Maintenance Opportunity Cost

Stuff steals time.

Remember always that “stuff” is a means to an end. We want many things – happiness, status, respect, freedom, legacy. We almost never want “stuff,” we just want stuff to represent those things, to be a vessel for those things in our lives.

Sometimes they are! Even though I’m generally a minimalist, I acknowledge that sometimes a physical thing can actually carry those aspects through your life for you. Like Jack Sparrow says, “What a ship is… is freedom.” My car, despite the demands it makes of me in terms of time and money for maintenance, makes me more free on net than I would be without it. A well-deserved trophy for a noble victory might focus some status on you, which isn’t necessarily bad.

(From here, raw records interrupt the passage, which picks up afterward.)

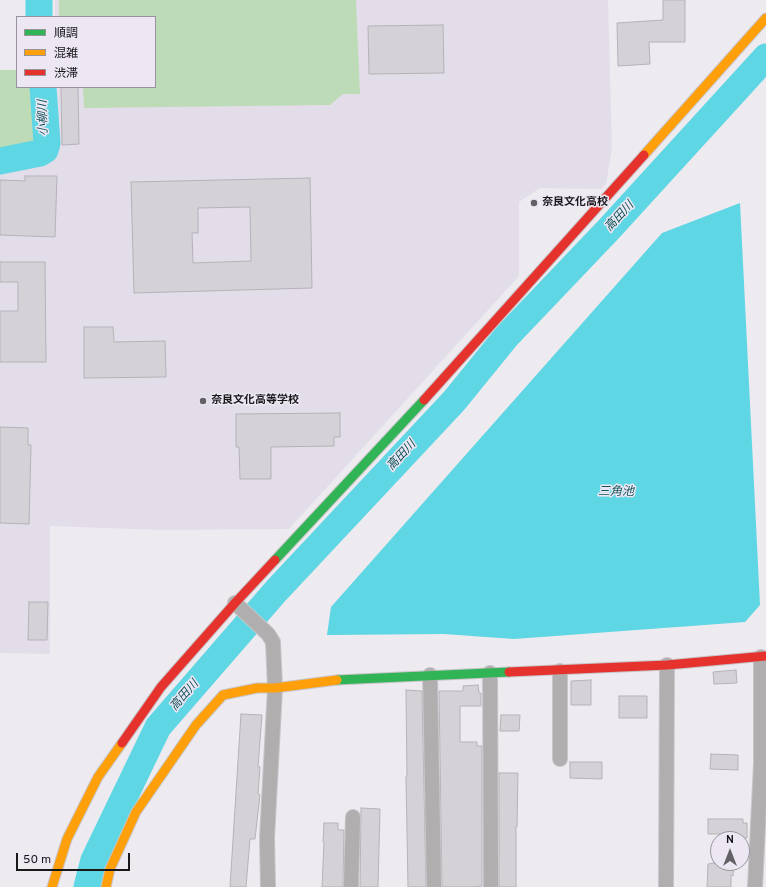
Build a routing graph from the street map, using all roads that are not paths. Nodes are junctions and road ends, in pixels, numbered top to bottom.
1 (766, 18) edge
2 (239, 607) junction
3 (764, 657) edge
4 (667, 665) junction
5 (560, 671) junction
6 (490, 673) junction
7 (430, 675) junction
8 (275, 688) junction
9 (560, 759) dead end
10 (353, 817) dead end
11 (761, 865) edge
12 (52, 887) edge
13 (106, 887) edge
14 (268, 887) edge
15 (351, 887) edge
16 (434, 887) edge
17 (491, 887) edge
18 (666, 887) edge
19 (756, 887) edge

1 - 2 street
2 - 8 street
2 - 12 street
3 - 4 street
3 - 11 street
4 - 5 street
4 - 18 street
5 - 6 street
5 - 9 street
6 - 7 street
6 - 17 street
7 - 8 street
7 - 16 street
8 - 13 street
8 - 14 street
10 - 15 street
11 - 19 street

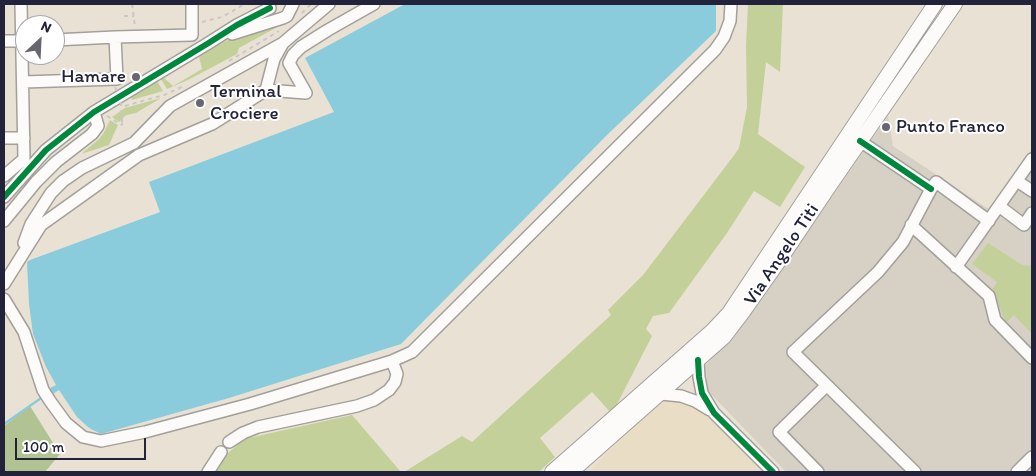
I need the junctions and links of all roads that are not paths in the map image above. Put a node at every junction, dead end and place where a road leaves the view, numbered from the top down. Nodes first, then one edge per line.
1 (192, 4) edge
2 (329, 4) edge
3 (374, 4) edge
4 (731, 4) edge
5 (935, 4) edge
6 (955, 4) edge
7 (271, 6) edge
8 (286, 13) edge
9 (115, 36) junction
10 (65, 39) edge
11 (283, 43) junction
12 (208, 44) junction
13 (23, 65) edge
14 (23, 82) junction
15 (266, 90) junction
16 (99, 112) junction
17 (4, 138) edge
18 (24, 138) junction
19 (854, 139) junction
20 (1032, 159) edge
21 (4, 176) edge
22 (1017, 181) junction
23 (930, 189) junction
24 (1032, 191) edge
25 (4, 197) edge
26 (999, 206) junction
27 (1032, 213) edge
28 (4, 220) edge
29 (989, 221) junction
30 (912, 225) junction
31 (18, 260) junction
32 (956, 267) junction
33 (4, 284) edge
34 (4, 299) edge
35 (1032, 358) edge
36 (698, 360) junction
37 (392, 361) junction
38 (826, 386) junction
39 (661, 394) junction
40 (714, 413) junction
41 (229, 442) dead end
42 (221, 452) dead end
43 (1032, 457) edge
44 (208, 472) edge
45 (552, 472) edge
46 (571, 472) edge
47 (773, 472) edge
48 (818, 472) edge
49 (915, 472) edge
50 (1017, 472) edge

1 - 9 street
2 - 11 street
3 - 15 street
4 - 37 street
5 - 19 main road, Via Angelo Titi
6 - 19 main road, Via Angelo Titi
7 - 8 street
7 - 12 street
8 - 12 street
9 - 10 street
9 - 14 street
11 - 15 street
11 - 31 street
12 - 16 street
13 - 14 street
14 - 18 street
15 - 31 street
16 - 25 street
16 - 28 street
17 - 18 street
18 - 21 street
19 - 23 street
19 - 36 main road, Via Angelo Titi
19 - 45 main road, Via Angelo Titi
20 - 22 street
22 - 24 street
22 - 26 street
23 - 29 street
23 - 30 street
26 - 27 street
26 - 29 street
29 - 32 street
30 - 32 street
30 - 38 street
31 - 33 street
32 - 35 street
34 - 37 street
36 - 39 main road, Via Angelo Titi
36 - 40 street
37 - 41 street
38 - 48 street
38 - 49 street
39 - 40 street
39 - 46 main road, Via Angelo Titi
40 - 47 street
42 - 44 street
43 - 50 street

And so on.

But more often than people realize, stuff actually drains those things out of you, primarily by draining the time out of your life, time you would spend pursuing those things more directly.

Every day, people lament that they can’t seem to ever get their laundry all the way done and it drains both their free time and their contentment to constantly have that battle, never once considering that they should just throw away 90% of their clothes. All stuff has a maintenance cost, and it’s really a maintenance opportunity cost because whatever juice you’re spending keeping your stuff in a useful shape is juice that could be spent on anything else.

A car might be freedom, and a castle might be status, but a castle certainly isn’t freedom – and the best cars for freedom aren’t the best cars for status. And an extra pair of shoes might not be any of those things. In the same way that people don’t really want money, but rather the things money can buy, people don’t really want stuff either – they want the way stuff makes them feel.

Consider how you want to feel. Then, consider your stuff. Is it helping? Or, like the laundry you can never quite finish, is it actually getting in the way?